1, Are the 4 built-in microphones in Theta V the 1st order ambisonic microphone? Is there anyone know their model, parameter. etc?

2, The video files I got is mp4, which is mono channel audio. After I using Ricoh Theta software on Windows, this file is converted to another mp4 file named “***_er.mp4”. This is also a mono channel audio file. After using Ricoh Theta Movie Converter, it is converted to a mov file. This time, it is a 4 channels audio file. My question is, What is that mono channel audio? One of the 4 channel signals, for example, W? Or the mix of all 4 channel? If in this case, how can it mix these 4 channels signals?

update
I found although the “**_er.mp4” is a mono audio file, it is also spatial audio when listening via Ricoh Theta software on Windows. This means this mp4 file contains spatial audio information. But when I look over the detail of this mp4 file using right-click, it is shown as mono channel. And if I play this mp4 file via other media player, Pot Player, for example, it is also mono audio. So what I heard when I play this mp4 file via Pot player? A mixture of all 4 channels? How mix?

Just update what I found.

1, These 4 built-in microphones shoule be MEMS microphones, which are very popular in smart phone. The model may be AKU2001(Akustica), or NJD3002(New Janpan Radio (NJR)).

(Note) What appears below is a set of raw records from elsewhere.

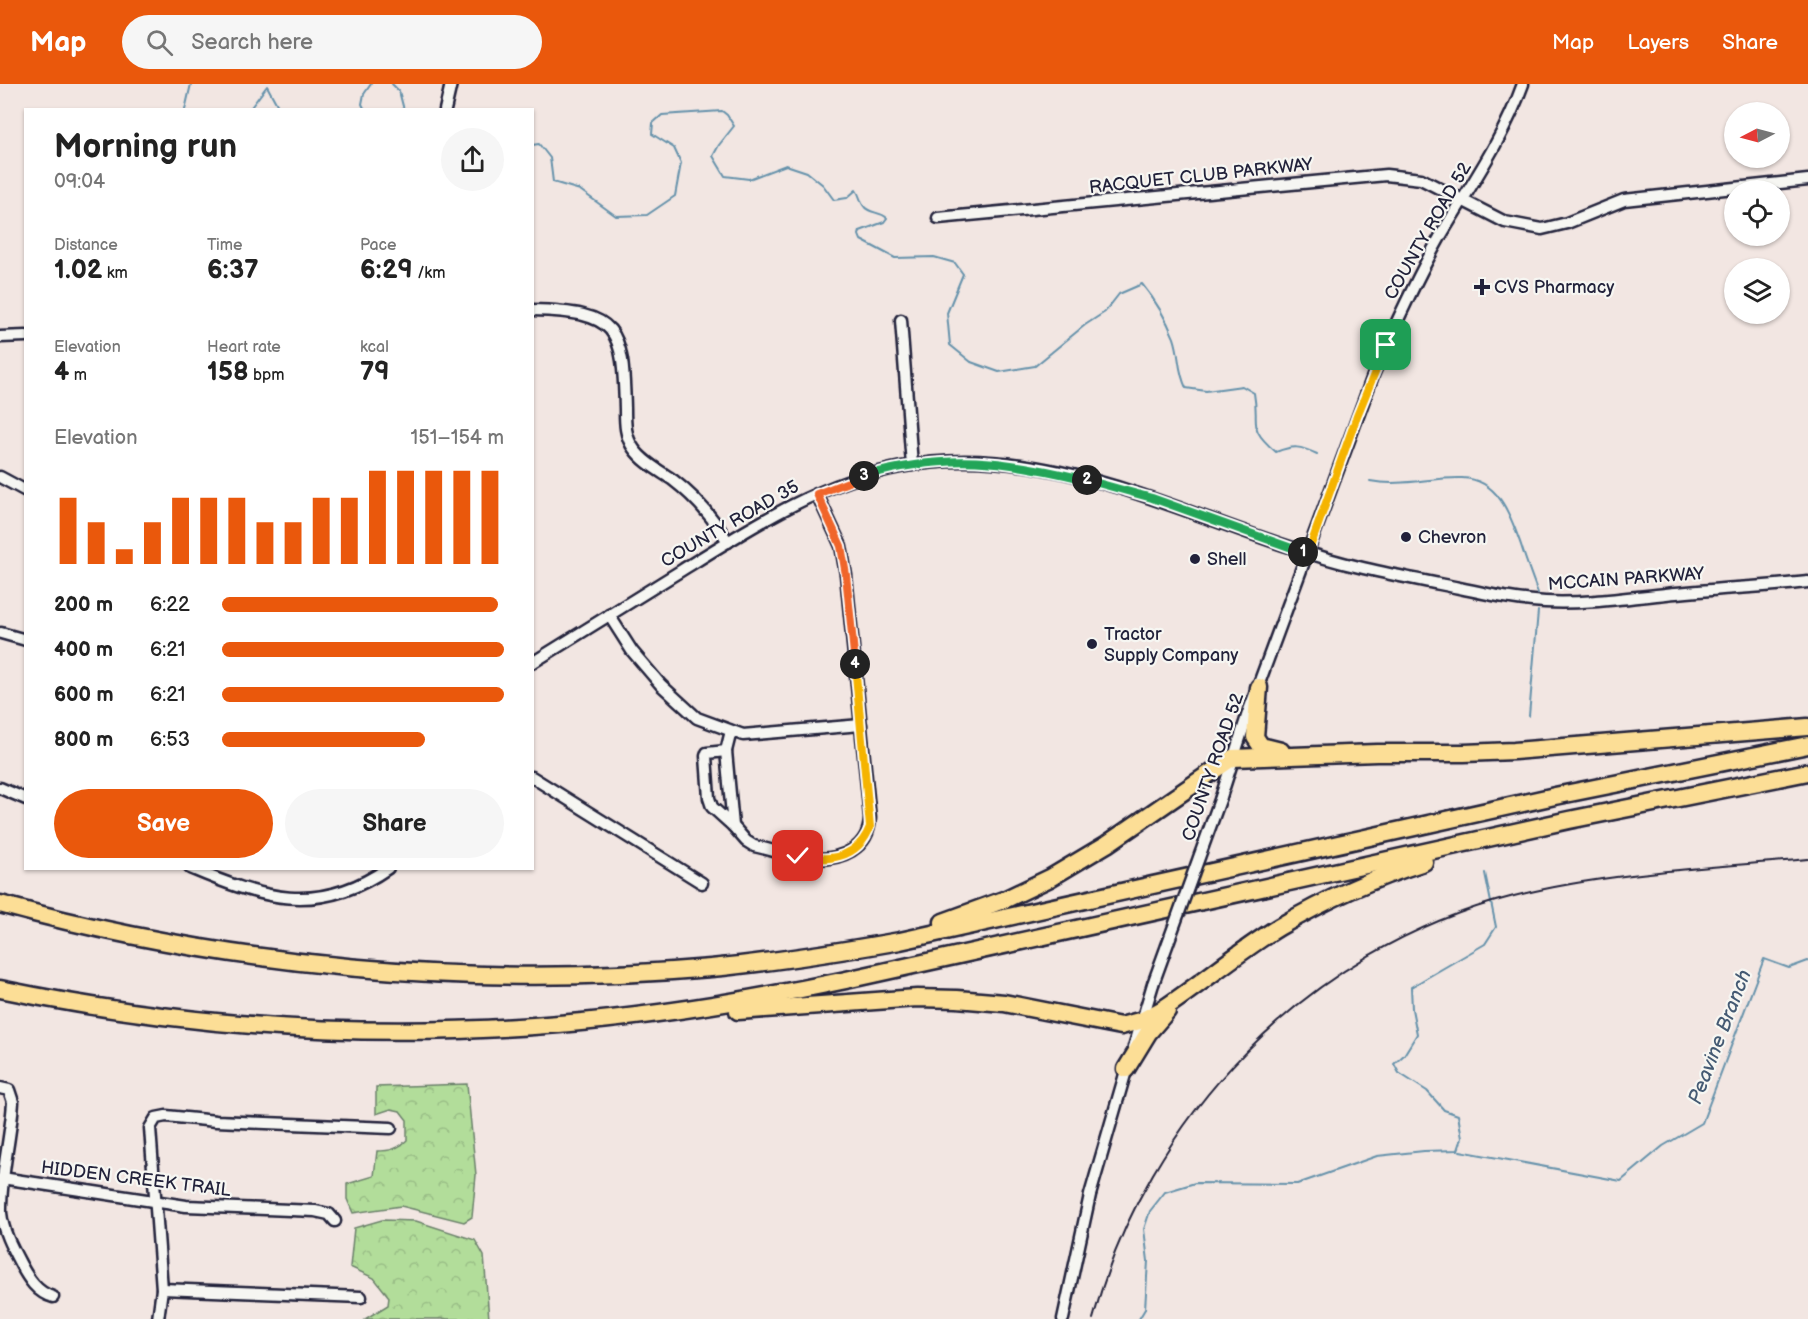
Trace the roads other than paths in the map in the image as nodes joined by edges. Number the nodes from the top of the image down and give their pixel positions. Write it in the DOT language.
graph roads {
  1 [pos="451,84"];
  2 [pos="1523,84"];
  3 [pos="445,108"];
  4 [pos="1808,180"];
  5 [pos="1462,201"];
  6 [pos="938,218"];
  7 [pos="534,310"];
  8 [pos="901,320"];
  9 [pos="24,336"];
  10 [pos="0,337"];
  11 [pos="912,465"];
  12 [pos="0,477"];
  13 [pos="24,490"];
  14 [pos="817,494"];
  15 [pos="728,542"];
  16 [pos="1308,553"];
  17 [pos="1808,582"];
  18 [pos="609,615"];
  19 [pos="1,633"];
  20 [pos="24,639"];
  21 [pos="534,662"];
  22 [pos="1258,687"];
  23 [pos="861,725"];
  24 [pos="1808,727"];
  25 [pos="731,731"];
  26 [pos="1808,745"];
  27 [pos="726,751"];
  28 [pos="1359,754"];
  29 [pos="1232,758"];
  30 [pos="1808,772"];
  31 [pos="534,778"];
  32 [pos="0,788"];
  33 [pos="24,798"];
  34 [pos="734,826"];
  35 [pos="1531,828"];
  36 [pos="195,870"];
  37 [pos="385,870"];
  38 [pos="702,883"];
  39 [pos="0,904"];
  40 [pos="831,953"];
  41 [pos="0,989"];
  42 [pos="1177,1000"];
  43 [pos="1143,1020"];
  44 [pos="570,1023"];
  45 [pos="1126,1069"];
  46 [pos="0,1088"];
  47 [pos="391,1128"];
  48 [pos="2,1178"];
  49 [pos="155,1201"];
  50 [pos="335,1221"];
  51 [pos="162,1289"];
  52 [pos="53,1297"];
  53 [pos="361,1297"];
  54 [pos="158,1319"];
  55 [pos="1063,1319"];
  1 -- 3 [label="street"];
  2 -- 5 [label="street, COUNTY ROAD 52"];
  4 -- 5 [label="street, RACQUET CLUB PARKWAY"];
  5 -- 6 [label="street, RACQUET CLUB PARKWAY"];
  5 -- 16 [label="street, COUNTY ROAD 52"];
  7 -- 15 [label="street"];
  8 -- 11 [label="street"];
  9 -- 10 [label="street"];
  11 -- 14 [label="street, COUNTY ROAD 35"];
  11 -- 16 [label="street, COUNTY ROAD 35"];
  12 -- 13 [label="street"];
  14 -- 15 [label="street, COUNTY ROAD 35"];
  14 -- 23 [label="street"];
  15 -- 18 [label="street, COUNTY ROAD 35"];
  16 -- 17 [label="street, MCCAIN PARKWAY"];
  16 -- 22 [label="street, COUNTY ROAD 52"];
  18 -- 21 [label="street, COUNTY ROAD 35"];
  18 -- 25 [label="street"];
  19 -- 20 [label="street"];
  22 -- 28 [label="highway"];
  22 -- 29 [label="street, COUNTY ROAD 52"];
  23 -- 25 [label="street"];
  23 -- 34 [label="street"];
  24 -- 28 [label="highway"];
  25 -- 27 [label="street"];
  26 -- 40 [label="highway"];
  27 -- 34 [label="street"];
  27 -- 34 [label="street"];
  28 -- 29 [label="highway"];
  29 -- 40 [label="highway"];
  29 -- 43 [label="street, COUNTY ROAD 52, bridge"];
  30 -- 35 [label="highway"];
  31 -- 38 [label="street"];
  32 -- 33 [label="street"];
  35 -- 42 [label="highway"];
  35 -- 44 [label="highway"];
  36 -- 37 [label="street"];
  39 -- 40 [label="highway"];
  41 -- 44 [label="highway"];
  42 -- 43 [label="highway"];
  42 -- 45 [label="highway"];
  43 -- 44 [label="highway"];
  43 -- 45 [label="street, COUNTY ROAD 52"];
  45 -- 55 [label="street, COUNTY ROAD 52"];
  46 -- 48 [label="street"];
  47 -- 49 [label="street"];
  48 -- 49 [label="street, HIDDEN CREEK TRAIL"];
  48 -- 52 [label="street"];
  49 -- 50 [label="street, HIDDEN CREEK TRAIL"];
  49 -- 51 [label="street"];
  51 -- 53 [label="street"];
  51 -- 54 [label="street"];
}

Actually ,what I want to know is the frequency response character and accuracy.

2, I have confirmed that the mono signal is the W channel signal.
I compared this mono signal in mp4 file to all of 4 channel signals in mov file, and find that this mono signal is exactly the same with one of the 4 channel signals, which is w channel, except the level is 3 dB lower.
I remenber someone here also mentioned there are indeed 3 dB level lower of W channel than the actual sound level.

So I assume that: the original video file of Ricoh Theta V contains 2 kinds of audio information, the mono channel audio signal and 4channel B-format ambisonics audio signals. When this original file is played by Ricoh Theta software, the ambisonics audio signal is read (that is why we can hear spatial audio via the Ricoh Theta software) ; while when this file is played via PC media player, Pot Player, for example, only the mono audio signal is read, maybe because the player doesn’t support spatial audio palying. This is why when I right-click the mp4 file and it expresses mono audio.

I am not familiar with the different Ambisonics standards.

I think it is ambisonic B format based on this.

image

The RICOH THETA V features multiple built-in omni-directional microphones which compose directionality from recorded audio sources, creating the four WXYZ signals.

Source: RICOH

At the RICOH link above, there is also some information about HRTF, which might be related.

image

I think the thread here might have the information you are looking for.

This is a relevant piece of information from @Angelo_Farina

Yes, the new firmware 1.20.1 and the new Movie Converter app create a .MOV file containing a correct 4-channels spatial audio soundtrack in Ambix format (ACN/SN3D), with correct channel ordering (WYZX) and correct gains.
The video posted in Youtube here above shows that everything is OK, now!
The issue is fixed, albeit the firmware is still saving an MP4 file which does now show explicitly the 4-channels spatial audio, hence the passage through Movie Converter is still required for extracting the hidden 4-channels soundtrack.
One would expect that the file is directly saved with spatial audio soundtrack inside the camera when the user selects the camera-stitching mode.
On the other side, if in-camera-stitching is not used, the spatial audio extraction shopuld occur inside the main Theta S program on the computer, without the need of a secondary action using the Mobie Converter app.
But for now the workflow is operational, albeit still requiring the usage of the Movie Converter program both for in-camera-stitched videos and for unstitched videos (which need to be stitched BEFORE using the Movie Converter app).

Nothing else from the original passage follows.